### DIRECTIONS
From the line containing "از خرید خود</text>" through the last line of the entries below, repeat each line word for word and leave out the rest.

### ENTRIES PROVIDED
/---

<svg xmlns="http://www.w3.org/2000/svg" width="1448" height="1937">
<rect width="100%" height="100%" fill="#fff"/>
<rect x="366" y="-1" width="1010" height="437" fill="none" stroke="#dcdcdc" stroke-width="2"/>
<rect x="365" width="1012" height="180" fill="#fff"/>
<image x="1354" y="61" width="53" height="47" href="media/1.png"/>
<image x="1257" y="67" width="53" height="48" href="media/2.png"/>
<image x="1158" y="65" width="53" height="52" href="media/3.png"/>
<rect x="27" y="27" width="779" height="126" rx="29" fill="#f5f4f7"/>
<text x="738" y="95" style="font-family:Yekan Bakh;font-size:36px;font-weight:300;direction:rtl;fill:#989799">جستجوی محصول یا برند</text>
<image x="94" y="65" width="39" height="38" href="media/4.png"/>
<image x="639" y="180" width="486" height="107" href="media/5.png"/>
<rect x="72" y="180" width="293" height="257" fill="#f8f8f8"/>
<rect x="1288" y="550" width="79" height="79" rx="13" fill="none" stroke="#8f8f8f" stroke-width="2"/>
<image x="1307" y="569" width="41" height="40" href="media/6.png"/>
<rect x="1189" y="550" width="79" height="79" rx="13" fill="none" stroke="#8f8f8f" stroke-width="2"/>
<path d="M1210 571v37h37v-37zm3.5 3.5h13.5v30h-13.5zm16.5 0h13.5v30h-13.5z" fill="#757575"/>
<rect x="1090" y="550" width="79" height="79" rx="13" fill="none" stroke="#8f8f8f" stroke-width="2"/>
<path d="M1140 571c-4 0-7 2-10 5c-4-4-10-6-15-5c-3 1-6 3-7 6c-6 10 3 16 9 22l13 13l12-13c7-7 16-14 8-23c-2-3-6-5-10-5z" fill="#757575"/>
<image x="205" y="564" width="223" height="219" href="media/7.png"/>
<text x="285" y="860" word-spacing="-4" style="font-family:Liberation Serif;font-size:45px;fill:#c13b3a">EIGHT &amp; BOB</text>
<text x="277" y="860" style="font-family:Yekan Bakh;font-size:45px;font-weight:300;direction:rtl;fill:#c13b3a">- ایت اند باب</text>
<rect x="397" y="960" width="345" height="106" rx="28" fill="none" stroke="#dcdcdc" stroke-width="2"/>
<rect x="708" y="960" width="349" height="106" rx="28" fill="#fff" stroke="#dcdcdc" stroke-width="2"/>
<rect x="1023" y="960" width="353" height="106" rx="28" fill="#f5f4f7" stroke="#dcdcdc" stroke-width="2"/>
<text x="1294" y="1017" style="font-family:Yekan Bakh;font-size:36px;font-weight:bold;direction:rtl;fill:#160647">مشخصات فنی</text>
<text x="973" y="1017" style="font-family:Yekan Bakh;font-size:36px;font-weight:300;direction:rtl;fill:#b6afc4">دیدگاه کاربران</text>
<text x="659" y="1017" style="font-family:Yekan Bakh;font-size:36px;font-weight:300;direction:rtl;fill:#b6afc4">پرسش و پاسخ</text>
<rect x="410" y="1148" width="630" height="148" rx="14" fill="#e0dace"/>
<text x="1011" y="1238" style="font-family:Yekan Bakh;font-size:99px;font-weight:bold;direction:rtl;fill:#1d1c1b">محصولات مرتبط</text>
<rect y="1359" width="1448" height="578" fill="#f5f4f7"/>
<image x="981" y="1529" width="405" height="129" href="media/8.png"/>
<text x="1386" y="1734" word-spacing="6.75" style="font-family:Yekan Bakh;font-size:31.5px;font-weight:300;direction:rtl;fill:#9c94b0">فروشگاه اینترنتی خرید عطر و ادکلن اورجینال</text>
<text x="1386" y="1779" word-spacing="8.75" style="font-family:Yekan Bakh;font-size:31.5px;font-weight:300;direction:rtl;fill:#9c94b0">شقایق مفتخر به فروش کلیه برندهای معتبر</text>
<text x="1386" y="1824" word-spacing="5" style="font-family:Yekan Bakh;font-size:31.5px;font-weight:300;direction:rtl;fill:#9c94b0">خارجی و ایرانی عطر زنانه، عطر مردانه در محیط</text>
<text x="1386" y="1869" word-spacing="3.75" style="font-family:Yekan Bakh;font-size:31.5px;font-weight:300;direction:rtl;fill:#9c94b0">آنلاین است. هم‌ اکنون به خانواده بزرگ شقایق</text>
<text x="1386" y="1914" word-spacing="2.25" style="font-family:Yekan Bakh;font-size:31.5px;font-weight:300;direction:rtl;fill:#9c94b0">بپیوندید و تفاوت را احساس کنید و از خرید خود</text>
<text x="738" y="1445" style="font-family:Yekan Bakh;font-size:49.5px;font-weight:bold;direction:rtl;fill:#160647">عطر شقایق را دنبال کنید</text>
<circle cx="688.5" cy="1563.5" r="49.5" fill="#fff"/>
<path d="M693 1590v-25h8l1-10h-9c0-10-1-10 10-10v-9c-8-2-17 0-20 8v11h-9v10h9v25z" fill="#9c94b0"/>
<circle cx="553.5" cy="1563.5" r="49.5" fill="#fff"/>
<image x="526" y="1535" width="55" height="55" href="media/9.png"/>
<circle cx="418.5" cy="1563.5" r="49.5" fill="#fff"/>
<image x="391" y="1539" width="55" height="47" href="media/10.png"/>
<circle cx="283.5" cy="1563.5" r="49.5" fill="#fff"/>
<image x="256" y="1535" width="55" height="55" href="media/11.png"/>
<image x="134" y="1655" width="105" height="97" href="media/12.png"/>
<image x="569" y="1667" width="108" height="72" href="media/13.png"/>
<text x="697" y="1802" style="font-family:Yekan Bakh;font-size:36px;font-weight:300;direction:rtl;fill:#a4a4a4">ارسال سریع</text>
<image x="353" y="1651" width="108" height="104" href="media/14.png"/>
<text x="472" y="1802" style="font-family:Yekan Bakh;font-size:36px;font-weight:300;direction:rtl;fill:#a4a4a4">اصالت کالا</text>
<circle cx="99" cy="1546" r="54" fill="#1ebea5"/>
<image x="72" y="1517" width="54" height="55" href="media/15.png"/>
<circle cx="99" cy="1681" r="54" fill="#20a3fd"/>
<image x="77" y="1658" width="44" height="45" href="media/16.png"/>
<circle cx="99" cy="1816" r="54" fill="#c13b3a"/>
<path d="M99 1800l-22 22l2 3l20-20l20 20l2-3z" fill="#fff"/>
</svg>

\---

### WRITTEN RESPONSE
<text x="1386" y="1914" word-spacing="2.25" style="font-family:Yekan Bakh;font-size:31.5px;font-weight:300;direction:rtl;fill:#9c94b0">بپیوندید و تفاوت را احساس کنید و از خرید خود</text>
<text x="738" y="1445" style="font-family:Yekan Bakh;font-size:49.5px;font-weight:bold;direction:rtl;fill:#160647">عطر شقایق را دنبال کنید</text>
<circle cx="688.5" cy="1563.5" r="49.5" fill="#fff"/>
<path d="M693 1590v-25h8l1-10h-9c0-10-1-10 10-10v-9c-8-2-17 0-20 8v11h-9v10h9v25z" fill="#9c94b0"/>
<circle cx="553.5" cy="1563.5" r="49.5" fill="#fff"/>
<image x="526" y="1535" width="55" height="55" href="media/9.png"/>
<circle cx="418.5" cy="1563.5" r="49.5" fill="#fff"/>
<image x="391" y="1539" width="55" height="47" href="media/10.png"/>
<circle cx="283.5" cy="1563.5" r="49.5" fill="#fff"/>
<image x="256" y="1535" width="55" height="55" href="media/11.png"/>
<image x="134" y="1655" width="105" height="97" href="media/12.png"/>
<image x="569" y="1667" width="108" height="72" href="media/13.png"/>
<text x="697" y="1802" style="font-family:Yekan Bakh;font-size:36px;font-weight:300;direction:rtl;fill:#a4a4a4">ارسال سریع</text>
<image x="353" y="1651" width="108" height="104" href="media/14.png"/>
<text x="472" y="1802" style="font-family:Yekan Bakh;font-size:36px;font-weight:300;direction:rtl;fill:#a4a4a4">اصالت کالا</text>
<circle cx="99" cy="1546" r="54" fill="#1ebea5"/>
<image x="72" y="1517" width="54" height="55" href="media/15.png"/>
<circle cx="99" cy="1681" r="54" fill="#20a3fd"/>
<image x="77" y="1658" width="44" height="45" href="media/16.png"/>
<circle cx="99" cy="1816" r="54" fill="#c13b3a"/>
<path d="M99 1800l-22 22l2 3l20-20l20 20l2-3z" fill="#fff"/>
</svg>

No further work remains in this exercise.